Anthony Albanese’s government has declined to implement one of the findings of the robodebt royal commission, in a move a Greens senator has dubbed “perplexing”.
The Greens had sought to tack on one of the royal commission recommendations to a government welfare bill that’s being debated in the Senate this week, but Labor voted against the amendment on Wednesday.
“It’s really disappointing, and it’s perplexing,” Greens Senator Janet Rice told Crikey.
The amendment would have reinstated a six-year limit on debt recovery for social security debt, which was one of the 57 recommendations made by the royal commission when its final report was released in July.

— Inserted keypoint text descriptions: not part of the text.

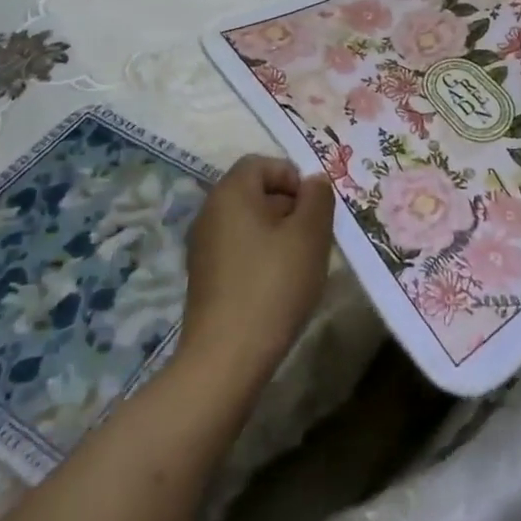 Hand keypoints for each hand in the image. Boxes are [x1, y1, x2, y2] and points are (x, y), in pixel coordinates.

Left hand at [178, 155, 333, 386]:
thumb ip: (318, 198)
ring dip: (278, 234)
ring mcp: (203, 247)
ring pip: (249, 223)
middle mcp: (210, 212)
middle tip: (314, 236)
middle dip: (289, 207)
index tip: (313, 208)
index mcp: (230, 193)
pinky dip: (262, 257)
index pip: (261, 163)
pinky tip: (279, 286)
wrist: (226, 358)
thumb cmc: (273, 284)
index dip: (292, 176)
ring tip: (300, 264)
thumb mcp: (310, 234)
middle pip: (255, 192)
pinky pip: (239, 249)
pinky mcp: (205, 277)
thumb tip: (314, 182) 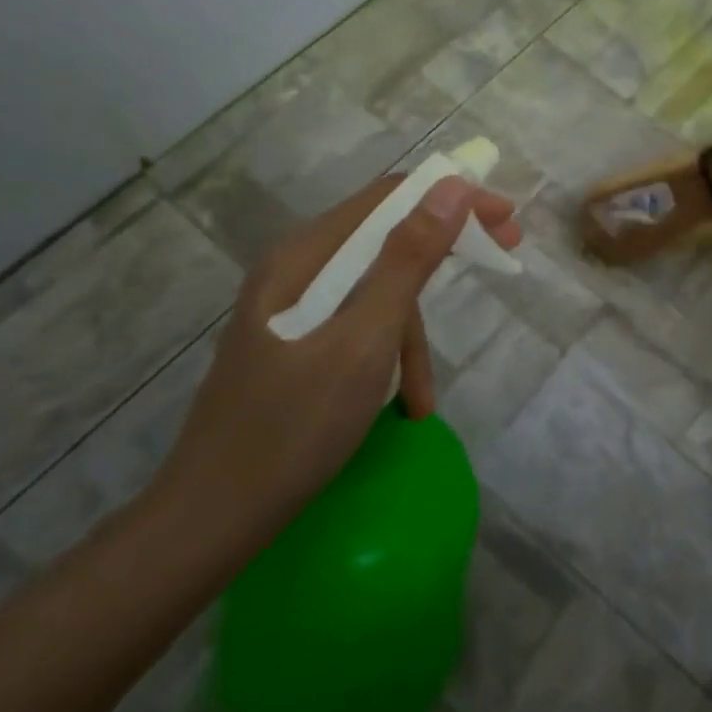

When then-social services minister Christian Porter and then-human services minister Alan Tudge originally announced in March 2016 the limit would be removed, they said it was in order to “provide long-needed incentives for people to repay their debt to the Commonwealth taxpayer”.
“If people have received social security, family assistance, paid parental leave or student payments that they are not entitled to, then their debts should be recovered wherever reasonable and possible,” Porter said in a press release at the time.
Royal commissioner Catherine Holmes wrote in her report there was “no obvious reason” for the move.
“It seemed to stem from the government’s broader approach to social security recipients,” she wrote.
“To the contrary, as a cohort more likely to be in financial difficulty, there is every reason not to pursue ancient debts against them.”
Holmes recommended reinstating an effective limitation period of six years for the government to bring proceedings to recover debts under the Social Security Act.
“There is no reason that current and former social security recipients should be on any different footing from other debtors,” she added.
The government is currently undertaking to amend the Social Security Act in order to increase JobSeeker payments and expand access to welfare for single parents and people aged over 55, among other changes.
The bill, called “Strengthening the Security Net”, has passed the lower house and is likely to pass the Senate too, after the Greens vowed to support it.
Labor Senator Tim Ayres told the Senate on Wednesday the government would not be “rushed into” implementing individual robodebt recommendations before considering a wholesale response to the report.
“We will consider all of the recommendations of the robodebt royal commission,” he said. “We will develop, as a government, a careful package of reforms.”
Liberal Senator Anne Ruston said the opposition would vote against it too.
“We don’t believe this is the appropriate place to deal with such an amendment,” she said.
Rice said her party colleagues were hopeful to get some of their amendments passed, but that they would support the bill regardless.
“It will be the will of the Senate, that it wants people on income support to be able to earn more — and it’s up to the government as to whether they accept that,” she told Crikey.